St. Dwynwen was said to be a Welsh princess-turned-nun, her name meaning “she who leads a blessed life.” Despite her fortunate name, Dwynwen had difficulty pursuing her true love.

The story says that her father has promised her in marriage, even though she already loved another man, Maelon Dyfodrull. Upset, Dwynwen ran away to the forest and asked for God’s help, resulting in Maelon being turned to ice. Afterward, God granted her three wishes, and she used them to free Maelon and bless all the true lovers in the world.

The increasing popularity of St. Dwynwen’s Day also adds to the local tourism industry. People flock to St. Dwynwen’s Church at Llanddwyn Island on Anglesey. Others make or buy handcrafted lovespoons as a sign of their handiness and ability to provide for the family in the future. St. Dwynwen is also the patron saint of ill animals.

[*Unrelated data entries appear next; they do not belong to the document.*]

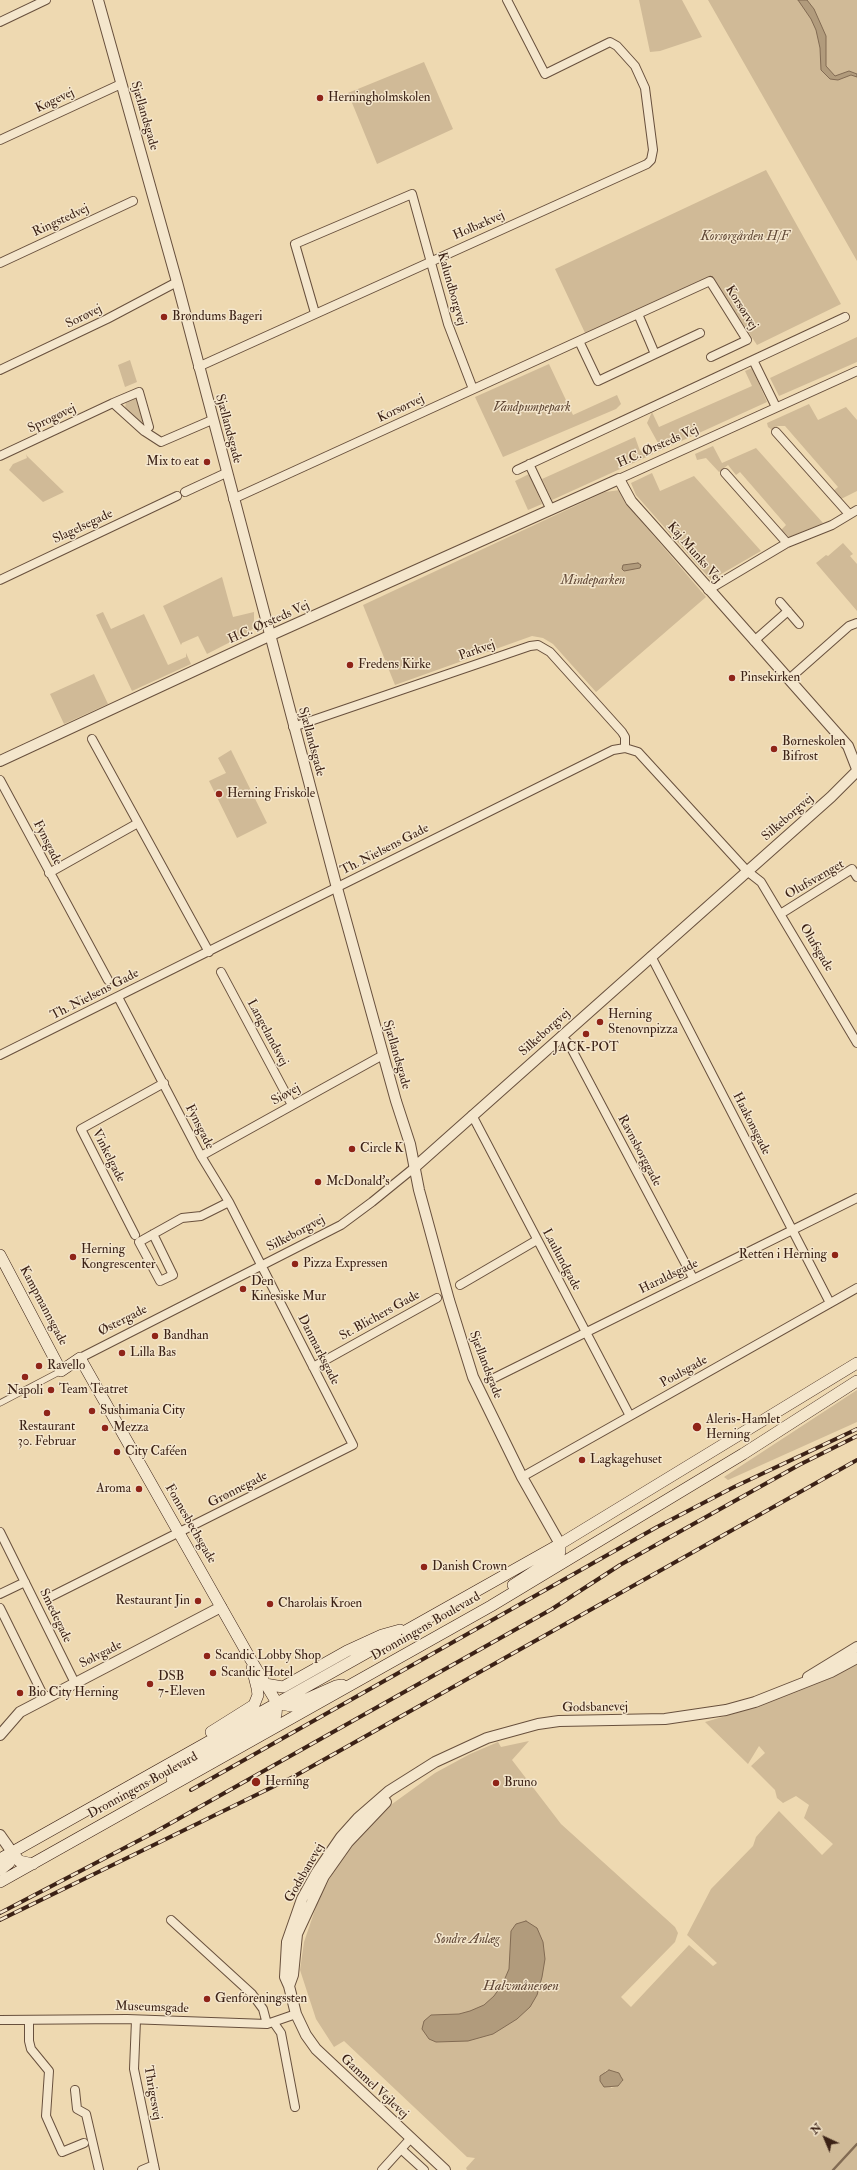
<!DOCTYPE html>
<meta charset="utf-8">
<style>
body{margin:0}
#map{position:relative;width:857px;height:2170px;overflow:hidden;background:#eed9b1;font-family:"IM FELL Double Pica",serif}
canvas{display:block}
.north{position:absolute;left:805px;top:2118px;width:40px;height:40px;-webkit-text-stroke:3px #f4e6cc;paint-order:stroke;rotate:316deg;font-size:11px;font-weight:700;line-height:16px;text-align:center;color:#3c2216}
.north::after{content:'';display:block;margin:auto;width:14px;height:18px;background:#3c2216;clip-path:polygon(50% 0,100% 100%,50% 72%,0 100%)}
</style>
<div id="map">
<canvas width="857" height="2170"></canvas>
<div class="north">N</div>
</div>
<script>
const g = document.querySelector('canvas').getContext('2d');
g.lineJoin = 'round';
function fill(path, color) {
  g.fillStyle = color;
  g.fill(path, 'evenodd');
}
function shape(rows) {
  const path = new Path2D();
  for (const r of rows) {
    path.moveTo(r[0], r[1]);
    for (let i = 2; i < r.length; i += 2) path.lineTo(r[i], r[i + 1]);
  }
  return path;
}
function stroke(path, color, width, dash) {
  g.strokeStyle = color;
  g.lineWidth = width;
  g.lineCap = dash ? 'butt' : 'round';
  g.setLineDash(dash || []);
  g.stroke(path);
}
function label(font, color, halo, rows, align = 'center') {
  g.font = font + ' "IM FELL Double Pica",serif';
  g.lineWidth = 3;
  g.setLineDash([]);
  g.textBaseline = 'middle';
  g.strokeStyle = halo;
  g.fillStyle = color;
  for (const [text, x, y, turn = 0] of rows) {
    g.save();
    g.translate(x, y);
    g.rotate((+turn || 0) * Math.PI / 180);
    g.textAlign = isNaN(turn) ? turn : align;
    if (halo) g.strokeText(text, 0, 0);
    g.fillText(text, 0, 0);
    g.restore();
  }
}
const green = shape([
 [639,0,682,0,702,37,660,51,650,52],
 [708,0,857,0,857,261],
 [424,62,453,129,377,164,348,93],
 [766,170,841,304,757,345,711,276,586,335,555,269],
 [857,337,857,362,779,396,770,378],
 [130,360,137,382,125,387,118,365],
 [549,364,573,415,617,395,621,404,616,409,503,457,475,397],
 [752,368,767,402,655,453,652,446,658,443,647,423,652,412,659,427,752,386,745,371],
 [136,397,143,421,141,424,125,410,126,400],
 [809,404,818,420,846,407,857,420,857,491,839,500,832,492,838,487,785,426,778,426,772,430,768,427,767,423],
 [635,437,640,451,650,447,653,454,552,500,542,479],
 [713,446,722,463,756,448,823,523,789,537,781,530,786,525,740,472,736,475,728,465,719,472,706,458,697,460,695,454],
 [26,454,27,456,64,492,43,502,9,470,13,464,27,458],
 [652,473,660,491,694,476,761,551,711,580,636,495,631,483],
 [529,474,542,504,528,510,515,481],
 [620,490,629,507,706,597,596,692,553,644,543,638,532,636,395,685,363,605,605,492],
 [843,543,853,554,850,556,857,564,857,611,816,563,826,555,828,556],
 [222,577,233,617,254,612,254,628,242,636,207,654,198,636,182,643,181,645,163,606],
 [103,612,111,629,144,614,168,665,186,657,186,653,191,664,132,691,96,615],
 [94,674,108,704,64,724,50,694],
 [231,750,267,823,237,838,209,781,226,773,218,758],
 [857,1390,857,1422,728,1480,724,1477],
 [857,1661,857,2170,467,2170,466,2168,475,2158,467,2157,344,2041,334,2047,316,2019,300,1970,304,1942,318,1901,337,1865,361,1835,388,1807,435,1773,470,1754,498,1742,501,1747,529,1741,512,1760,561,1824,675,1927,678,1933,675,1942,621,1997,631,2007,689,1945,713,1966,717,1963,687,1935,711,1889,753,1846,756,1837,779,1811,822,1855,833,1844,804,1818,809,1805,796,1796,783,1803,777,1798,775,1790,751,1766,765,1753,759,1746,748,1764,705,1722,750,1709],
 [609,2070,619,2073,623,2081,618,2086,611,2088,605,2071]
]);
const water = shape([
 [798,0,807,0,814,9,826,36,826,66,835,76,849,71,857,74,857,77,851,75,838,80,830,79,821,70,820,48,816,30,811,19,798,0],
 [638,563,641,565,640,568,624,571,622,569,623,565,638,563],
 [526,1921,537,1928,543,1942,545,1959,542,1977,537,1995,530,2007,517,2019,493,2034,468,2041,436,2042,429,2039,422,2029,424,2021,431,2015,459,2014,470,2011,484,2005,494,1996,503,1983,509,1969,511,1931,516,1924,526,1921],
 [609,2070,619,2073,621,2077,623,2080,618,2086,604,2087,600,2081,600,2076,609,2070]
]);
const stream = shape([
 [833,2170,857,2144]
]);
const pedestrian = shape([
 [0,1403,61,1371]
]);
const minor = shape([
 [0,22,46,0],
 [0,140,121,84],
 [0,263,133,201],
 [315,313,295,244,412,194,448,324,473,389],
 [638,314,655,354],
 [579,341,598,381,700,333],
 [753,360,776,407],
 [198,367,647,164,651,160,653,150,645,88,635,66,617,46,610,42,545,74,507,0],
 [0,370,107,319,177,282],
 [113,403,139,392,149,427,144,431],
 [776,432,849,514],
 [0,456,113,403,144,431,161,442,212,420],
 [529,464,551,510],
 [517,470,845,317],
 [725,473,787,543],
 [619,479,857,371],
 [185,492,226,473],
 [233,499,710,281,747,340,711,357],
 [0,580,177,496],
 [708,590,787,543,832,525,857,510],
 [780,602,799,624],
 [754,641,788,611],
 [789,679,849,626,857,623],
 [293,727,530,646,538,645,550,652,622,732,625,737,625,748],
 [92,739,209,952],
 [0,780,108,980],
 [49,873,138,823],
 [782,913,852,869,857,877],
 [651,956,830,1303],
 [221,972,292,1105],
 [561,1036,569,1044,693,1278],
 [0,1055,613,750,625,748,638,752,747,871,761,882,857,1043],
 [472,1115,630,1416],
 [201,1156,383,1055],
 [153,1234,173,1275,160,1281,139,1242,182,1218,201,1216,229,1202],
 [135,1235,81,1129,164,1083],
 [460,1285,537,1240],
 [80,1358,341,1225,372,1202,415,1167],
 [313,1367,437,1298],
 [492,1379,857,1198],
 [522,1477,857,1288],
 [0,1532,75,1683],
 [0,1594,25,1582],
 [48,1598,353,1445,229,1202,201,1156,118,997],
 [0,1608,45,1699],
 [171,1920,252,1994,263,2009,267,2024],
 [0,2020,127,2019,267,2024,296,2014],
 [29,2020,29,2041,31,2049,49,2071,46,2116,62,2152,84,2143],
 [136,2020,134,2069,155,2170],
 [274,2023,281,2033,295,2107],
 [75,2090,77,2109,86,2114,99,2170],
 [401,2149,424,2170],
 [142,2170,154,2165],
 [382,2170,411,2138]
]);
const tertiary = shape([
 [98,0,177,282,337,888,396,1101,410,1144,419,1190,449,1300,473,1377,522,1477,560,1544],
 [0,761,269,636,619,479,631,501,656,529,848,746,857,769],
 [415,1167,831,797,857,771],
 [808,1677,857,1647],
 [0,1735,20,1712,221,1607],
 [0,1835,12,1852],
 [289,1986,293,1975,297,1934,324,1876,348,1842,386,1802],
 [445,2170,316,2049,306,2035,296,2014,289,1986,285,1977,287,1942,302,1899,317,1872,341,1837,358,1818,389,1791,435,1762,487,1738,538,1724,559,1721,665,1719,726,1710,755,1702,831,1672,857,1658]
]);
const secondary = shape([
 [0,1255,61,1371,80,1358,251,1660,277,1703],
 [513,1585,553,1559,560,1552,560,1544],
 [265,1684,283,1687,347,1651,382,1635,400,1630],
 [277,1703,291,1706,336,1686,342,1685],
 [211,1732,254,1705,258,1695,257,1688,252,1668],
 [172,1779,193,1763,276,1715,277,1703],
 [12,1852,19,1861,33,1864],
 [0,1859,560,1544,857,1363],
 [0,1870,9,1863,12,1852],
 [0,1882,491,1606,743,1454,857,1381]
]);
const rail = shape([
 [191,1790,657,1527,734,1487,857,1429],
 [0,1913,155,1832,552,1609,620,1565,799,1465,857,1436],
 [0,1920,293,1777,857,1460]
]);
const markers = [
 [320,98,4,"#8f2418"],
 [164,317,4,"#8f2418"],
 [207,462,4,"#8f2418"],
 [350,665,4,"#8f2418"],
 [732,678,4,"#8f2418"],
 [774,749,4,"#8f2418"],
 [219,794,4,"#8f2418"],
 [600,1022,4,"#8f2418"],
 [586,1034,4,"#8f2418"],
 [352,1149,4,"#8f2418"],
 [318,1182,4,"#8f2418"],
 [835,1255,4,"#8f2418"],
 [73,1257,4,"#8f2418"],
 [295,1264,4,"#8f2418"],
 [243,1289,4,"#8f2418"],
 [155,1336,4,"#8f2418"],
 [122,1353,4,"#8f2418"],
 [39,1366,4,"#8f2418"],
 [25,1377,4,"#8f2418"],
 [51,1390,4,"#8f2418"],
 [92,1411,4,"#8f2418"],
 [47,1413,4,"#8f2418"],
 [697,1427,5,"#8f2418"],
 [105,1428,4,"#8f2418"],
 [117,1452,4,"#8f2418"],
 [582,1460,4,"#8f2418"],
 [139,1489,4,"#8f2418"],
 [424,1567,4,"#8f2418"],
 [198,1601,4,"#8f2418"],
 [270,1604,4,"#8f2418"],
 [207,1656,4,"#8f2418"],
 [213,1673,4,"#8f2418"],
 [150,1684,4,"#8f2418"],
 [20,1693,4,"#8f2418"],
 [256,1782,5,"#8f2418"],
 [496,1783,4,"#8f2418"],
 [207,1999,4,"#8f2418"]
];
const poiNames = [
 ["Herningholmskolen",328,98],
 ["Brøndums Bageri",172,317],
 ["Mix to eat",199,462,"right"],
 ["Fredens Kirke",358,665],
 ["Pinsekirken",740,678],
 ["Børneskolen",782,742],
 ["Bifrost",782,757],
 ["Herning Friskole",227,794],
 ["Herning",608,1015],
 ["Stenovnpizza",608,1030],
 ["JACK-POT",586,1048,"center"],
 ["Circle K",360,1149],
 ["McDonald's",326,1182],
 ["Herning",81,1250],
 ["Kongrescenter",81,1265],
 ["Retten i Herning",827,1255,"right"],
 ["Pizza Expressen",303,1264],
 ["Den",251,1282],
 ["Kinesiske Mur",251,1297],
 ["Bandhan",163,1336],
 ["Lilla Bas",130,1353],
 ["Ravello",47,1366],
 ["Team Teatret",59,1390],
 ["Napoli",25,1391,"center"],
 ["Sushimania City",100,1411],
 ["Aleris-Hamlet",706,1420],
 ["Herning",706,1435],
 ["Restaurant",47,1427,"center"],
 ["30. Februar",47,1442,"center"],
 ["Mezza",113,1428],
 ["City Caféen",125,1452],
 ["Lagkagehuset",590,1460],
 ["Aroma",131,1489,"right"],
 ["Danish Crown",432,1567],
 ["Restaurant Jin",190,1601,"right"],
 ["Charolais Kroen",278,1604],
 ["Scandic Lobby Shop",215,1656],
 ["Scandic Hotel",221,1673],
 ["DSB",158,1677],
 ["7-Eleven",158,1692],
 ["Bio City Herning",28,1693],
 ["Herning",265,1782],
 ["Bruno",504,1783],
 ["Genforeningssten",215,1999]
];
const streetNames = [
 ["Køgevej",55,101,-25],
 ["Sjællandsgade",144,116,74],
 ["Ringstedvej",61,221,-25],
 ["Holbækvej",479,226,-24],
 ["Kalundborgvej",451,289,74],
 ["Korsørvej",741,308,58],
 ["Sorøvej",84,317,-26],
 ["Korsørvej",401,409,-25],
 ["Sprogøvej",52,419,-25],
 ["Sjællandsgade",228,429,75],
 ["H.C. Ørsteds Vej",658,447,-24],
 ["Slagelsegade",83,527,-25],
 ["Kaj Munks Vej",694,553,49],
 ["H.C. Ørsteds Vej",269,623,-24],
 ["Parkvej",477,651,-19],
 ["Sjællandsgade",311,742,75],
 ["Silkeborgvej",788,818,-41],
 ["Fynsgade",47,843,63],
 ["Th. Nielsens Gade",385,850,-27],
 ["Olufsvænget",815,880,-30],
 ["Olufsgade",816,948,59],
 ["Th. Nielsens Gade",95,995,-27],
 ["Langelandsvej",267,1033,62],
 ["Silkeborgvej",545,1033,-42],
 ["Sjællandsgade",396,1055,74],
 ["Siøvej",286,1095,-29],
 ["Haakonsgade",751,1124,63],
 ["Fynsgade",199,1127,63],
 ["Ravnsborggade",639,1151,62],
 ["Vinkelgade",108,1156,63],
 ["Silkeborgvej",296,1234,-28],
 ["Laulundgade",561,1260,62],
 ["Haraldsgade",669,1277,-26],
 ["Kampmannsgade",43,1306,62],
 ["St. Blichers Gade",380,1316,-29],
 ["Østergade",123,1321,-27],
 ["Danmarksgade",318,1350,63],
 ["Sjællandsgade",485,1365,69],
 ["Poulsgade",684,1372,-29],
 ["Grønnegade",238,1490,-27],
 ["Fonnesbechsgade",190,1524,60],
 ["Smedegade",55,1616,64],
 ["Dronningens Boulevard",426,1627,-30],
 ["Sølvgade",101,1655,-27],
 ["Godsbanevej",595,1708,-1],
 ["Dronningens Boulevard",143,1786,-29],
 ["Godsbanevej",305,1873,-60],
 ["Museumsgade",152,2008,2],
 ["Gammel Vejlevej",374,2087,43],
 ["Thrigesvej",152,2093,80]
];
const parkNames = [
 ["Korsørgården H/F",745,237],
 ["Vandpumpepark",532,408],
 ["Mindeparken",593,581],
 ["Søndre Anlæg",467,1940]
];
const waterNames = [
 ["Halvmånesøen",521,1987]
];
fill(green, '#d0ba97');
fill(water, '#b19b7c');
stroke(water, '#826b53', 1);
stroke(stream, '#826b53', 2.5);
stroke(pedestrian, '#68503d', 7);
stroke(minor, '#68503d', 10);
stroke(tertiary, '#68503d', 12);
stroke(secondary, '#3c2216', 12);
stroke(pedestrian, '#f4e6cc', 5.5);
stroke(minor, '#f4e6cc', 8);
stroke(tertiary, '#f4e6cc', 10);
stroke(secondary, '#f4e6cc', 11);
stroke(rail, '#3c2216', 4);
stroke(rail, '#f4e6cc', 2.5, [8]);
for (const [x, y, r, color] of markers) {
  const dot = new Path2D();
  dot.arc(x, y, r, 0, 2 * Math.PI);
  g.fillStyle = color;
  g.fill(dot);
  stroke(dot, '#f4e6cc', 1.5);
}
label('13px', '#3c2216', '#f4e6cc', poiNames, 'left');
label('13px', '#3c2216', '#f4e6cc', streetNames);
label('italic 13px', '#614836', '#f4e6cc', parkNames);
label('italic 14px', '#5f4635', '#f4e6cc', waterNames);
</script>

Wonder if the Ryan Reynolds and Rob McIlhenney project “Welcome to Wrexham” has simply elevated all things Welsh and made this romantic holiday all the more popular in Wales? All I know is that, like my trip to Northern Ireland to take a “Game of Thrones” tour, now I want to visit Wales, thanks to “Welcome to Wrexham.”

Brazil: Dia dos Namorados

Brazilian fans embrace and hold a sign reading in Portuguese, "Feliz dia dos namorados," before match between Brazil and Croatia at the Corinthians Arena in São Paulo on June 12, 2014.

ODD ANDERSEN // AFP via Getty Images

Chances are, Brazil’s lavish Carnival festivities, which usually fall in February, would overshadow a quiet celebration of love and romance between couples. Rather than compete with the country’s biggest holiday, a creative Brazilian publicist found another day to promote romantic relationships.

Like Japan’s White Day, Brazil’s Dia dos Namorados started in 1948 as a purely commercial endeavor. Publicist João Doria of São Paulo wanted to increase the sales of a clothing store chain client. He created a campaign around June 12, the day before St. Anthony’s Day, which celebrates lovers and married couples. June also saw a lull in sales after May, a month when purchases were usually healthy due to Mother’s Day. Doria’s new Dia dos Namorados (Lovers’ Day) solved that problem.

More than seven decades later, Dia dos Namorados is still celebrated throughout the country. On the holiday, some Brazilians perform simpatías — or rituals dedicated to St. Anthony — for those wishing to find their other halves or bless their current relationships. These practices can include offering a saucer of honey to the saint with a photo of yourself and someone you hope to develop a romantic relationship with.

Already committed couples typically celebrate the holiday with traditions similar to American Valentine’s Day celebrations — exchanging gifts, flowers and chocolates.